To reiterate what i said on the ML, i think this would be a sensible addition because POSIX mailx allows creation of Bcc: headers via the ~b and ~h command escapes as well as via the askbcc internal variable.
geoffclare (manager)
2020-10-02 13:59

I'm struggling to understand why any user would want to set this variable. What would they gain from it? Whatever benefit it is, it would need to be weighed against the risk of a Bcc not being stripped if the MTA is later changed (by a system administrator) to one that doesn't strip it. (Or do you expect them to check that the MTA hasn't changed every time they send an email with an embarrassing-if-leaked Bcc?)

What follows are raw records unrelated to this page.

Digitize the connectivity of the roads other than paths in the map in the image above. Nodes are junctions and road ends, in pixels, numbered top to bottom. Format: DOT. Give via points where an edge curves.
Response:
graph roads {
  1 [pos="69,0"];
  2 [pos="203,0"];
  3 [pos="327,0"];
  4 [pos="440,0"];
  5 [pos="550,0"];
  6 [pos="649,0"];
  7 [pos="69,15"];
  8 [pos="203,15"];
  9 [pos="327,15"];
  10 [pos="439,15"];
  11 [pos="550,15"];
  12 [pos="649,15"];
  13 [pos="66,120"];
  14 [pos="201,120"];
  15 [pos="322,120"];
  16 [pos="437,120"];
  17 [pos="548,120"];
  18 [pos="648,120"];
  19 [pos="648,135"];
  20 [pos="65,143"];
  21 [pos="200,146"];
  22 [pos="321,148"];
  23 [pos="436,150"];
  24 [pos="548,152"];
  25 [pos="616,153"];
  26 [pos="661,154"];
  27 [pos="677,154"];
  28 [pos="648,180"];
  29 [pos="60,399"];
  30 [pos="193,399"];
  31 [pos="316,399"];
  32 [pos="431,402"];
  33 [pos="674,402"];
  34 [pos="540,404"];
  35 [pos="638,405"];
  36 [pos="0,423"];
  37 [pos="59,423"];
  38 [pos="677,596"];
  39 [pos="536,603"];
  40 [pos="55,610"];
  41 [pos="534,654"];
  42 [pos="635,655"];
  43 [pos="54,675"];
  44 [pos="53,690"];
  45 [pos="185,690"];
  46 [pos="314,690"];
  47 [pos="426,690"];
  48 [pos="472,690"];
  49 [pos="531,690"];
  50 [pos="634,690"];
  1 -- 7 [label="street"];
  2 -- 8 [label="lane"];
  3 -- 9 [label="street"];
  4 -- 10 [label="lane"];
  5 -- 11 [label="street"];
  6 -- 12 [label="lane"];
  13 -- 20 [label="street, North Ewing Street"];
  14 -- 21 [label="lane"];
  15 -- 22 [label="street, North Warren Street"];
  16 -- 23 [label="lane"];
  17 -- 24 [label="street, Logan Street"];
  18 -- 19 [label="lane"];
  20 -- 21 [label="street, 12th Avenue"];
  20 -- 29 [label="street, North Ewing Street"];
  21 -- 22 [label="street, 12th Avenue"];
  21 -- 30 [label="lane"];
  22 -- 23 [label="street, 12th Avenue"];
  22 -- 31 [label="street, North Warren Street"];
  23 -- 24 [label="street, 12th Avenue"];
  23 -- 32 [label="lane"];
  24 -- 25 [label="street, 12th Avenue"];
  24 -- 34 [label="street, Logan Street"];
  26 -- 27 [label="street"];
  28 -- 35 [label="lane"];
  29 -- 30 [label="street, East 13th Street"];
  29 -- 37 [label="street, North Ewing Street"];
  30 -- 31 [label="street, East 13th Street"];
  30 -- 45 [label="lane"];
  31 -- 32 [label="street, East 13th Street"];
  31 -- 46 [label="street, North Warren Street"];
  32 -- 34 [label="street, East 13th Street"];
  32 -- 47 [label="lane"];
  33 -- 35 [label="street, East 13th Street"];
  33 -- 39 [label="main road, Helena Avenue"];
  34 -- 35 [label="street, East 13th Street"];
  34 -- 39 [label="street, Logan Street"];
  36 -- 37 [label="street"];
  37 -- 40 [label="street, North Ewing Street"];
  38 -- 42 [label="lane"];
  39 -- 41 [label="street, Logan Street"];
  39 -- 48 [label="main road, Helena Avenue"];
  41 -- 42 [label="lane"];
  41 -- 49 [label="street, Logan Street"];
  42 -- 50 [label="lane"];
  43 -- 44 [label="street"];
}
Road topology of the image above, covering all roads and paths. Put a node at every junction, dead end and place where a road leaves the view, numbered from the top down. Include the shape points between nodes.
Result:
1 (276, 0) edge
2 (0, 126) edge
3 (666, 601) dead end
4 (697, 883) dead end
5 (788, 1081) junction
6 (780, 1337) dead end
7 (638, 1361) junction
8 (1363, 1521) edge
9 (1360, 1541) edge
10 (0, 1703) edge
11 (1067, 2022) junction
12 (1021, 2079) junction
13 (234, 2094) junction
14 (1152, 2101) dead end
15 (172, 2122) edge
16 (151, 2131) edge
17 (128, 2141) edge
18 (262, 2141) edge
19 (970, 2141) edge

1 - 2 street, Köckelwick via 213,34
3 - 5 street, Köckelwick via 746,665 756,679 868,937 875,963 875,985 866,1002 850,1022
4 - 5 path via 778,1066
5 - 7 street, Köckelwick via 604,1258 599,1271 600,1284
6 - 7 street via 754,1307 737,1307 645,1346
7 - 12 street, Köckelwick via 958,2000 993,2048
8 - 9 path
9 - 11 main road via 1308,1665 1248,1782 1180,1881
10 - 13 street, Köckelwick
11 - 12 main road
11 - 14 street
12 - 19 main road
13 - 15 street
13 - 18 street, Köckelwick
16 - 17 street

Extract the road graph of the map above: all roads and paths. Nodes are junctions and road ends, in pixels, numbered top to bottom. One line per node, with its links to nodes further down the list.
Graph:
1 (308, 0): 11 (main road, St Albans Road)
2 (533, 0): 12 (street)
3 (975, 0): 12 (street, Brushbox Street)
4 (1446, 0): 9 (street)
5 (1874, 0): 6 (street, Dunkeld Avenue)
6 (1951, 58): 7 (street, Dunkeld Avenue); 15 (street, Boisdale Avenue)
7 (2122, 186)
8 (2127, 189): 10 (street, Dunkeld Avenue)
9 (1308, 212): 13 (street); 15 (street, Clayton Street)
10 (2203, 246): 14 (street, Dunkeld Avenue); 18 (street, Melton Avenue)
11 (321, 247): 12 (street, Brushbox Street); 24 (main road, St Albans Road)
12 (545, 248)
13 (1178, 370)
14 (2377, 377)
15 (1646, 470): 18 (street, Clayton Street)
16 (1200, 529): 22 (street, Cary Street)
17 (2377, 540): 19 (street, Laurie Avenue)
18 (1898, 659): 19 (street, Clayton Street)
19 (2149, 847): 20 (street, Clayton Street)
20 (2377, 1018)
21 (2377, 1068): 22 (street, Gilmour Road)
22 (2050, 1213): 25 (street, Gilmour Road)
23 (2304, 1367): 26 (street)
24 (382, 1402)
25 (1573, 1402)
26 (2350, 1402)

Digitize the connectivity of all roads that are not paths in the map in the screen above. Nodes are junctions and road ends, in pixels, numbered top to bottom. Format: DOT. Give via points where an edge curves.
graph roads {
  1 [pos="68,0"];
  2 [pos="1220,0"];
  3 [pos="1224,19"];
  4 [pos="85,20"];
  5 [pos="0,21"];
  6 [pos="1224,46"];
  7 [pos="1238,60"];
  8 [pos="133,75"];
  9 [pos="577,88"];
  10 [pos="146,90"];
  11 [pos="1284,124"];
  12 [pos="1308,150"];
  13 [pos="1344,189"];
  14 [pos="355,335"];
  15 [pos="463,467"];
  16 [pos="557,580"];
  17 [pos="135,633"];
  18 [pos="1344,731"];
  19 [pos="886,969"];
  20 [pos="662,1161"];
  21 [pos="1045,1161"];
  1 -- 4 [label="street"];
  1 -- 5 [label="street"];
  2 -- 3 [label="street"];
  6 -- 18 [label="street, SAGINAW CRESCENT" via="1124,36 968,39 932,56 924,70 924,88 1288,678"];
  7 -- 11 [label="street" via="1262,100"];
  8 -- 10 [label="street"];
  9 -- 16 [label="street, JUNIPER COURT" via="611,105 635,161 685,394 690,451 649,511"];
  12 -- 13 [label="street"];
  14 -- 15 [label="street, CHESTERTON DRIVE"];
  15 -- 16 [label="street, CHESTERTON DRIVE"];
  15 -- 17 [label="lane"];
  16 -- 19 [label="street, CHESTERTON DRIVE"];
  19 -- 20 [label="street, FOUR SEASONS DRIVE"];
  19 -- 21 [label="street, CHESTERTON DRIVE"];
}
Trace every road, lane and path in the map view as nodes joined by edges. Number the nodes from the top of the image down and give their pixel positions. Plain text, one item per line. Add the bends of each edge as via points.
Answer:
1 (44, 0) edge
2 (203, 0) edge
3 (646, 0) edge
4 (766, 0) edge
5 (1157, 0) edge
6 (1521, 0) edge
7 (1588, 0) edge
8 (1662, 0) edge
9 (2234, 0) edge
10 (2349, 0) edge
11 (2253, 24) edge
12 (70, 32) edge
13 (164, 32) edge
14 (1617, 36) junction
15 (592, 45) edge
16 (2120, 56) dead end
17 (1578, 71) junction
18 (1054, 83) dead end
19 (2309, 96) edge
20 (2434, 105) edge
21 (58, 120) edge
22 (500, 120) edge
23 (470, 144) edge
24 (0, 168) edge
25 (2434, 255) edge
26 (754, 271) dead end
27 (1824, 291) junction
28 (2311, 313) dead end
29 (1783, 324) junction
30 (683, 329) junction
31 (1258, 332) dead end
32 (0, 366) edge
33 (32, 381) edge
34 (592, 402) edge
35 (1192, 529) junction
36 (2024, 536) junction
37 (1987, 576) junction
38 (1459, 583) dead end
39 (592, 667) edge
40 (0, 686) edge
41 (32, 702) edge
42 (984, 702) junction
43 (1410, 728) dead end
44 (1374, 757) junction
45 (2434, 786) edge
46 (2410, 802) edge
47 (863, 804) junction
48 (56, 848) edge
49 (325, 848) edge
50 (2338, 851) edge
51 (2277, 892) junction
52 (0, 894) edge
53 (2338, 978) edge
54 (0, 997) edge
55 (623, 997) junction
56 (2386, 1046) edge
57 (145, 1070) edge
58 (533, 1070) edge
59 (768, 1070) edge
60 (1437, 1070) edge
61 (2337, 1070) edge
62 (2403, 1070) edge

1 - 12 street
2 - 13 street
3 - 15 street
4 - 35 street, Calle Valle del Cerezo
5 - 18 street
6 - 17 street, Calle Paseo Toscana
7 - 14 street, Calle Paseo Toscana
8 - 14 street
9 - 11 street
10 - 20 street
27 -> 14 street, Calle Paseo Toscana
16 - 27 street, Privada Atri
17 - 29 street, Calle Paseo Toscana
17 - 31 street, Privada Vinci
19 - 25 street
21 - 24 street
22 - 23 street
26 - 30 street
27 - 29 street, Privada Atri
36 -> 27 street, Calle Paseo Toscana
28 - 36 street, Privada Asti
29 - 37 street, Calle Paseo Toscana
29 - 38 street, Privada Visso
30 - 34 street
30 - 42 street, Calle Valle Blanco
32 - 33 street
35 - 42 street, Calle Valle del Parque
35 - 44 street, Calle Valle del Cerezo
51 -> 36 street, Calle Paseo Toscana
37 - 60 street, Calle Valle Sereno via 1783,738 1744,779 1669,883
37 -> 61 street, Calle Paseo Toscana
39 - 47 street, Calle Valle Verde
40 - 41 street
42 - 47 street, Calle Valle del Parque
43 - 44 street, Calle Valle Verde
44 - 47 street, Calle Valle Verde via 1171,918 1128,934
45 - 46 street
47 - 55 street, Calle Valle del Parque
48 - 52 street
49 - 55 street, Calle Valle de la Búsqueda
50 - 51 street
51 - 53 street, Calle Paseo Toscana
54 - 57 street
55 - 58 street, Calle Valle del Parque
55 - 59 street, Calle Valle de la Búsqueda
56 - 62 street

As regards adding it to the standard, there is the problem of how would a user decide whether it is safe to set it. We would have to require that the system documentation provides enough information for users to be able to decide. And if the system has multiple MTAs available, the documentation would naturally provide the relevant info for each one, necessitating that the user somehow work out which MTA is installed (or if multiple MTAs are installed, which one mailx will use).
steffen (reporter)
2020-10-02 21:51

But .. first: as of today all mailx codebases known to me (that i looked into the last couple of years) except mine pass the readily prepared message through as-is. This potentially includes Bcc headers if they were generated.

  Remark: it is not only embarrassing-if-leaked, but many people of the free software world work for a very large free mail provider and due to the smartness of their system they easily "detected" that i have created multiple accounts a decade ago, and if suddenly the name of the one account happens to appear as a injection in visible headers of messages sent via another account, then this is not _only_ embarassing, but .. very funny! Heartbleed here.

Of course, "my" MUA has a complete "infrastructure" to allow users to specify the actually used MTA, and in this context the variable as such makes sense.
It would be nice if POSIX would support it, but like i said on the ML

  Important would be an equivalence to or some words about the
  *mta-bcc-ok* setting of my one, since POSIX mailx supports Bcc:
  via ~b, ~h and *askbcc*:

For completeness sake, we support a complete "infrastructure":

     mta Select an alternate Mail-Transfer-Agent by either specifying the
           full pathname of an executable (a ‘file://’ prefix may be given),
           or [Option]ally a SMTP aka SUBMISSION protocol URL:
...lots of text...

           Arguments to pass through to a file-based mta[473] (Mail-Transfer-
           Agent), parsed according to Shell-style argument quoting[23] into
           an array of arguments which will be joined onto MTA options from
           other sources, for example ‘? set mta-arguments='-t -X "/tmp/my

Even if POSIX would offer configuration of the actually used (file-based) MTA, this one here requires a (more or less) complete (and correct) shell-style parser, which is not an easy task.

           (Boolean) Avoids passing standard command line options to a file-
           based mta[473] (please see there).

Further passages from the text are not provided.